### [WORK REQUEST]
Your response should be every line of the data, written out exactly.

### [DATASET ENTRIES]
________________________
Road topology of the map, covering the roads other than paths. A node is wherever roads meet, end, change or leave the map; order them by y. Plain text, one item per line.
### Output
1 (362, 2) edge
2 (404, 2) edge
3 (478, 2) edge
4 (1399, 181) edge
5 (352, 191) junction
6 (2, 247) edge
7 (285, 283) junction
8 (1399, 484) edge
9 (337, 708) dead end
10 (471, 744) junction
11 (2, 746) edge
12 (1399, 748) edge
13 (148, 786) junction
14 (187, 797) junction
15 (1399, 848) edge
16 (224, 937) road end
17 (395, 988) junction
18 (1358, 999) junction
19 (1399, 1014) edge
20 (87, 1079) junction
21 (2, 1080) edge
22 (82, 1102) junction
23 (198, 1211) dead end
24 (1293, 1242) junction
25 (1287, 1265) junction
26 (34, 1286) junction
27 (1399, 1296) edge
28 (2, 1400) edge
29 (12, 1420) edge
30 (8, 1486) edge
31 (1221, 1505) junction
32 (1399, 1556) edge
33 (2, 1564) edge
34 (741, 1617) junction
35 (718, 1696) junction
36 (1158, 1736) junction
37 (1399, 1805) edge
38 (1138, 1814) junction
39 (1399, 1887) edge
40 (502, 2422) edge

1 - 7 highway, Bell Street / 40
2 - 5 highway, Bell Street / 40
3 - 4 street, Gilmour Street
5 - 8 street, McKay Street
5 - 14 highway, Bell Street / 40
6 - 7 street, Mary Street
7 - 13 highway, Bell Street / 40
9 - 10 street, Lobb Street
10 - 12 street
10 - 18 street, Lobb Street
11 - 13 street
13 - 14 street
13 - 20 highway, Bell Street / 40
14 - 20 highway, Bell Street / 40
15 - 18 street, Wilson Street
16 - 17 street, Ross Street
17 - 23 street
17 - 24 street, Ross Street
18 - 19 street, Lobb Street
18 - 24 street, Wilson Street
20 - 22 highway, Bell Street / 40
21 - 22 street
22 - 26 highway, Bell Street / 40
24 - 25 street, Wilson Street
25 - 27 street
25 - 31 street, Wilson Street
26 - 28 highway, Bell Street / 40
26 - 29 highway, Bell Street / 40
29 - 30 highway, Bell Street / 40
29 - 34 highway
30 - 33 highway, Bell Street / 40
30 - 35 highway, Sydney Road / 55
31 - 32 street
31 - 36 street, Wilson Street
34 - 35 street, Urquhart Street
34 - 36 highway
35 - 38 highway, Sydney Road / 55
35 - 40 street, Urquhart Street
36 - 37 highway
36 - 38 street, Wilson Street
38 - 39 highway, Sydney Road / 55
________________________
### [SOLUTION TO THIS EXERCISE]
Road topology of the map, covering the roads other than paths. A node is wherever roads meet, end, change or leave the map; order them by y. Plain text, one item per line.
### Output
1 (362, 2) edge
2 (404, 2) edge
3 (478, 2) edge
4 (1399, 181) edge
5 (352, 191) junction
6 (2, 247) edge
7 (285, 283) junction
8 (1399, 484) edge
9 (337, 708) dead end
10 (471, 744) junction
11 (2, 746) edge
12 (1399, 748) edge
13 (148, 786) junction
14 (187, 797) junction
15 (1399, 848) edge
16 (224, 937) road end
17 (395, 988) junction
18 (1358, 999) junction
19 (1399, 1014) edge
20 (87, 1079) junction
21 (2, 1080) edge
22 (82, 1102) junction
23 (198, 1211) dead end
24 (1293, 1242) junction
25 (1287, 1265) junction
26 (34, 1286) junction
27 (1399, 1296) edge
28 (2, 1400) edge
29 (12, 1420) edge
30 (8, 1486) edge
31 (1221, 1505) junction
32 (1399, 1556) edge
33 (2, 1564) edge
34 (741, 1617) junction
35 (718, 1696) junction
36 (1158, 1736) junction
37 (1399, 1805) edge
38 (1138, 1814) junction
39 (1399, 1887) edge
40 (502, 2422) edge

1 - 7 highway, Bell Street / 40
2 - 5 highway, Bell Street / 40
3 - 4 street, Gilmour Street
5 - 8 street, McKay Street
5 - 14 highway, Bell Street / 40
6 - 7 street, Mary Street
7 - 13 highway, Bell Street / 40
9 - 10 street, Lobb Street
10 - 12 street
10 - 18 street, Lobb Street
11 - 13 street
13 - 14 street
13 - 20 highway, Bell Street / 40
14 - 20 highway, Bell Street / 40
15 - 18 street, Wilson Street
16 - 17 street, Ross Street
17 - 23 street
17 - 24 street, Ross Street
18 - 19 street, Lobb Street
18 - 24 street, Wilson Street
20 - 22 highway, Bell Street / 40
21 - 22 street
22 - 26 highway, Bell Street / 40
24 - 25 street, Wilson Street
25 - 27 street
25 - 31 street, Wilson Street
26 - 28 highway, Bell Street / 40
26 - 29 highway, Bell Street / 40
29 - 30 highway, Bell Street / 40
29 - 34 highway
30 - 33 highway, Bell Street / 40
30 - 35 highway, Sydney Road / 55
31 - 32 street
31 - 36 street, Wilson Street
34 - 35 street, Urquhart Street
34 - 36 highway
35 - 38 highway, Sydney Road / 55
35 - 40 street, Urquhart Street
36 - 37 highway
36 - 38 street, Wilson Street
38 - 39 highway, Sydney Road / 55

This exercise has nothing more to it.